この曲で一緒にレコーディングした、シュガーベイブのメンバーだったドラムの上原裕さんとやるのは、1998年のアルバム『COZY』の「ドーナツ・ソング」以来、25年ぶり。
ドラムが上原裕さんで、ベースが伊藤広規さん、キーボードが難波弘之さんで、アルバム『GO AHEAD!』の頃のマターに戻って、まるで『GO AHEAD!』の頃の音になっている。
「人力飛行機」というタイトルは一種のメタファー。
自分の若い頃の記憶を辿って、まだ何もはじまってないとき、何になりたいとか漠然とした夢があった。
今はデジタル化、AI化などなかなか難しい時代になり、そうした時代にアナログ回帰というようなスピリットで、どうやって生きていくか、一種の若者応援歌。

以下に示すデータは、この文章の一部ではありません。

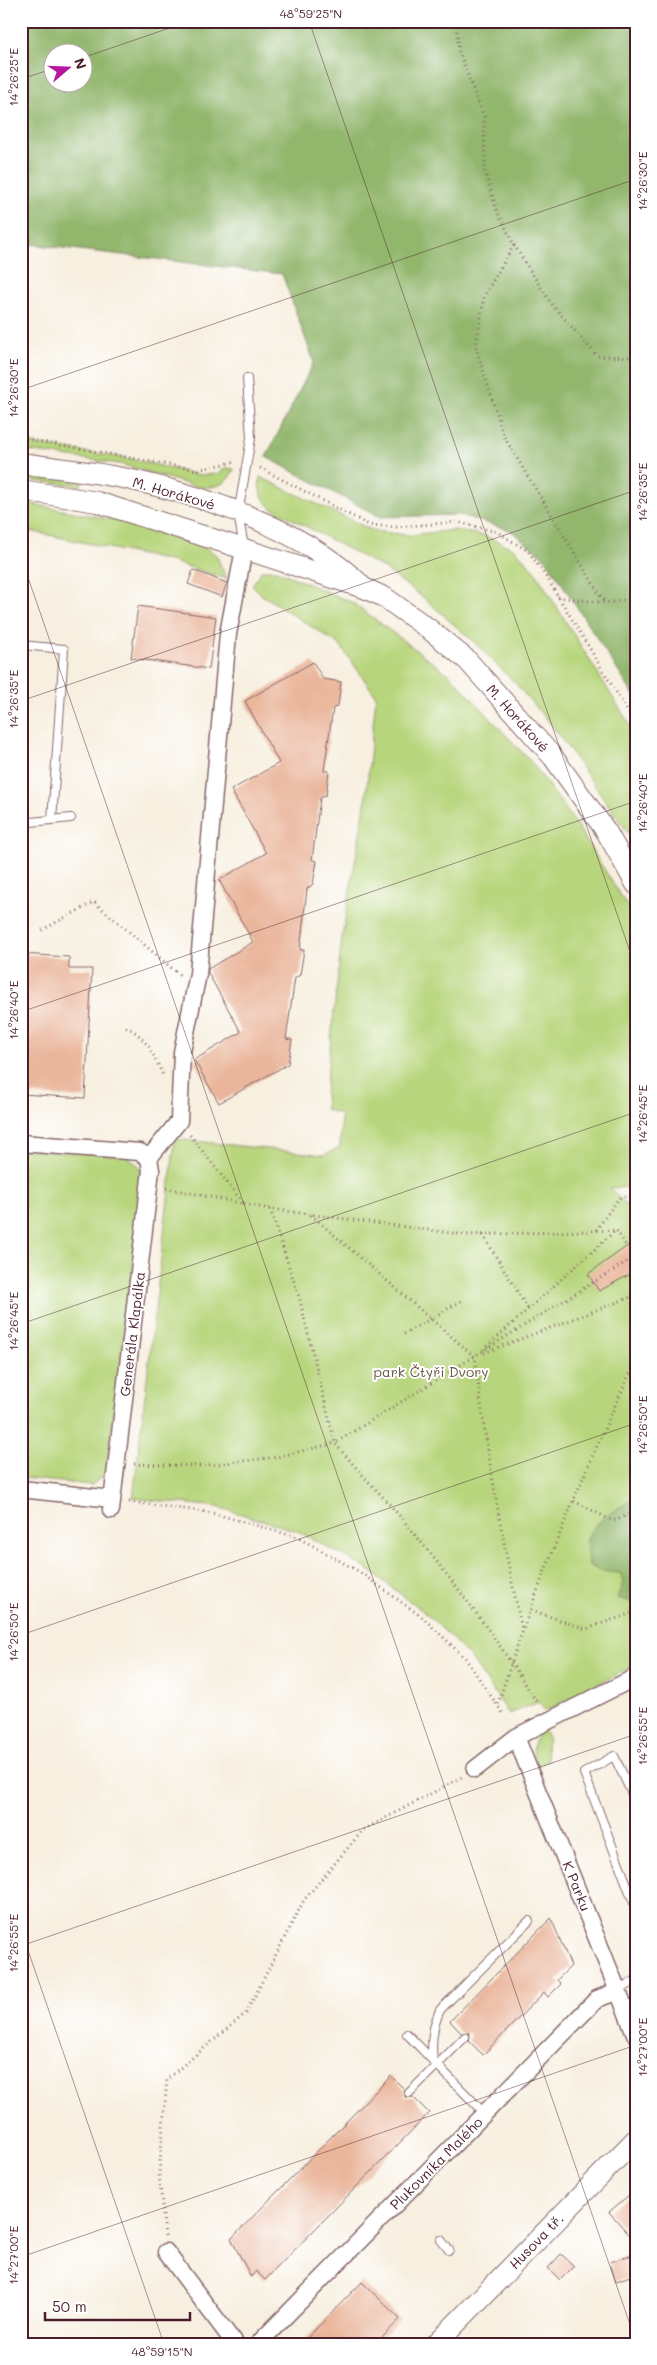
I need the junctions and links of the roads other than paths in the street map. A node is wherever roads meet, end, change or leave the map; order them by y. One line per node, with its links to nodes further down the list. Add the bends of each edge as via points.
1 (247, 378): 4 (lane, via 252,438)
2 (21, 463): 4 (street, M. Horákové, via 122,478 211,502)
3 (21, 490): 5 (street, M. Horákové, via 97,502)
4 (238, 514): 5 (lane); 6 (street, M. Horákové, via 288,535 329,559)
5 (244, 549): 6 (street, M. Horákové); 13 (street, via 228,634 198,974 182,1052 179,1121)
6 (364, 588): 11 (street, M. Horákové, via 384,597 467,660 553,758 606,832)
7 (21, 645): 9 (lane, via 64,649)
8 (70, 818): 9 (lane)
9 (52, 820): 10 (lane)
10 (21, 823)
11 (636, 884)
12 (21, 1143): 13 (street, via 140,1152)
13 (149, 1158): 14 (street, Generála Klapálka, via 151,1170 117,1504)
14 (21, 1489)
15 (636, 1677): 16 (street)
16 (516, 1736): 17 (street); 22 (street, K Parku)
17 (475, 1769)
18 (636, 1802): 19 (lane, via 614,1756 584,1773)
19 (636, 1908)
20 (529, 1921): 26 (lane, via 440,2010 434,2024 432,2046)
21 (636, 1980): 22 (lane)
22 (618, 1991): 24 (street, K Parku); 28 (street, Plukovníka Malého, via 597,1999)
23 (407, 2034): 26 (lane)
24 (636, 2036)
25 (466, 2037): 26 (lane)
26 (435, 2064): 27 (lane); 28 (lane)
27 (409, 2093)
28 (485, 2114): 34 (street, Plukovníka Malého)
29 (636, 2139): 35 (street, Husova tř.)
30 (440, 2240): 31 (lane)
31 (449, 2250)
32 (166, 2252): 33 (street)
33 (235, 2344)
34 (258, 2344)
35 (436, 2344)

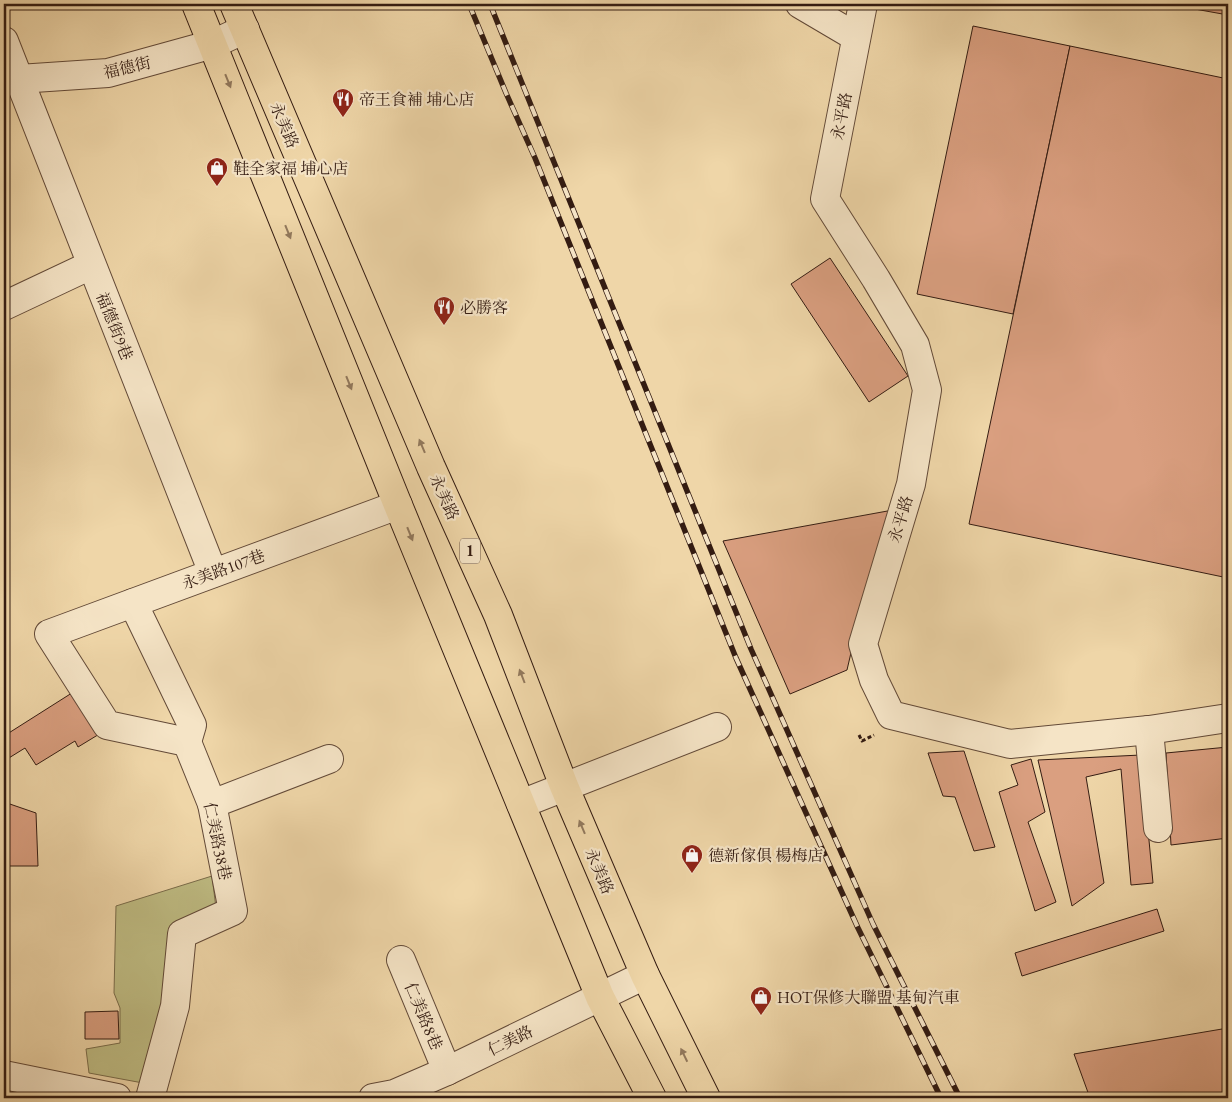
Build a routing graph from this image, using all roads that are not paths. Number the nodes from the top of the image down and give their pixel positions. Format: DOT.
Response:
graph roads {
  1 [pos="196,4"];
  2 [pos="234,4"];
  3 [pos="800,4"];
  4 [pos="863,4"];
  5 [pos="245,29"];
  6 [pos="856,37"];
  7 [pos="4,41"];
  8 [pos="213,44"];
  9 [pos="11,79"];
  10 [pos="91,265"];
  11 [pos="4,306"];
  12 [pos="398,505"];
  13 [pos="213,573"];
  14 [pos="133,603"];
  15 [pos="1228,718"];
  16 [pos="718,727"];
  17 [pos="1149,730"];
  18 [pos="186,742"];
  19 [pos="329,759"];
  20 [pos="564,786"];
  21 [pos="212,804"];
  22 [pos="521,804"];
  23 [pos="1158,828"];
  24 [pos="401,960"];
  25 [pos="645,975"];
  26 [pos="600,996"];
  27 [pos="447,1071"];
  28 [pos="4,1075"];
  29 [pos="387,1097"];
  30 [pos="117,1098"];
  31 [pos="150,1098"];
  32 [pos="652,1098"];
  33 [pos="706,1098"];
  1 -- 8 [label="main road"];
  2 -- 5 [label="main road, 永美路 / 1"];
  3 -- 6 [label="street"];
  4 -- 6 [label="street, 永平路"];
  5 -- 8 [label="street, 福德街"];
  20 -- 5 [label="main road, 永美路 / 1, one-way"];
  6 -- 17 [label="street, 永平路"];
  7 -- 9 [label="street, 福德街9巷"];
  8 -- 9 [label="street, 福德街"];
  8 -- 12 [label="main road, one-way"];
  9 -- 10 [label="street, 福德街9巷"];
  10 -- 11 [label="street"];
  10 -- 13 [label="street, 福德街9巷"];
  12 -- 13 [label="street, 永美路107巷"];
  12 -- 22 [label="main road, one-way"];
  13 -- 14 [label="street, 永美路107巷"];
  14 -- 18 [label="street"];
  14 -- 18 [label="street, 永美路107巷"];
  15 -- 17 [label="street, 永平路"];
  16 -- 20 [label="street"];
  17 -- 23 [label="street"];
  18 -- 21 [label="street, 仁美路38巷"];
  19 -- 21 [label="street"];
  20 -- 22 [label="street"];
  25 -- 20 [label="main road, 永美路 / 1, one-way"];
  21 -- 31 [label="street, 仁美路38巷"];
  22 -- 26 [label="main road"];
  24 -- 27 [label="street, 仁美路8巷"];
  25 -- 26 [label="street, 仁美路"];
  33 -- 25 [label="main road, 永美路 / 1, one-way"];
  26 -- 27 [label="street, 仁美路"];
  26 -- 32 [label="main road"];
  27 -- 29 [label="street, 仁美路"];
  28 -- 30 [label="street"];
}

自分が若かった頃の記憶を呼び戻して作った一曲。
若い頃に夢を持つことは重要で、「夢は必ず叶う」という歌はたくさんあるが、実は叶わないことの方が多い。
夢を叶える努力は必要だけれど、叶わなかったときにどうするかという教育が日本の場合ない。
挫折したときにどうメンテナンスするか、これから先の若い人たちのために、そういうようなことを大人は考えなきゃいけないんじゃないか。
その結果、夢を持つことにシニカルになる発想もありうるが、ある程度の目標とか、いい意味での上昇志向は若い人は特に必要なんで、そういうバランスを考えつつ作った曲。
人力飛行機 / 山下達郎 

 

2018年、細田守監督の『未来のミライ』のエンディング・テーマ。
ちっちゃな男の子がいろいろと思い悩むのを、大人がよしよしするような歌。
チャック・ブラウンに代表されるゴー・ゴー・ビートというワシントンD.C.のビートでやっている。
うたのきしゃ / 山下達郎 

 

初回盤のみボーナス・ディスクが付いていて、2021年12月3日にTOKYO FMホールで行われたサンデーソングブック1500回記念アコースティック・ライヴの音源を7曲収録している。その中の1曲。
作ってから、もう48年も経った。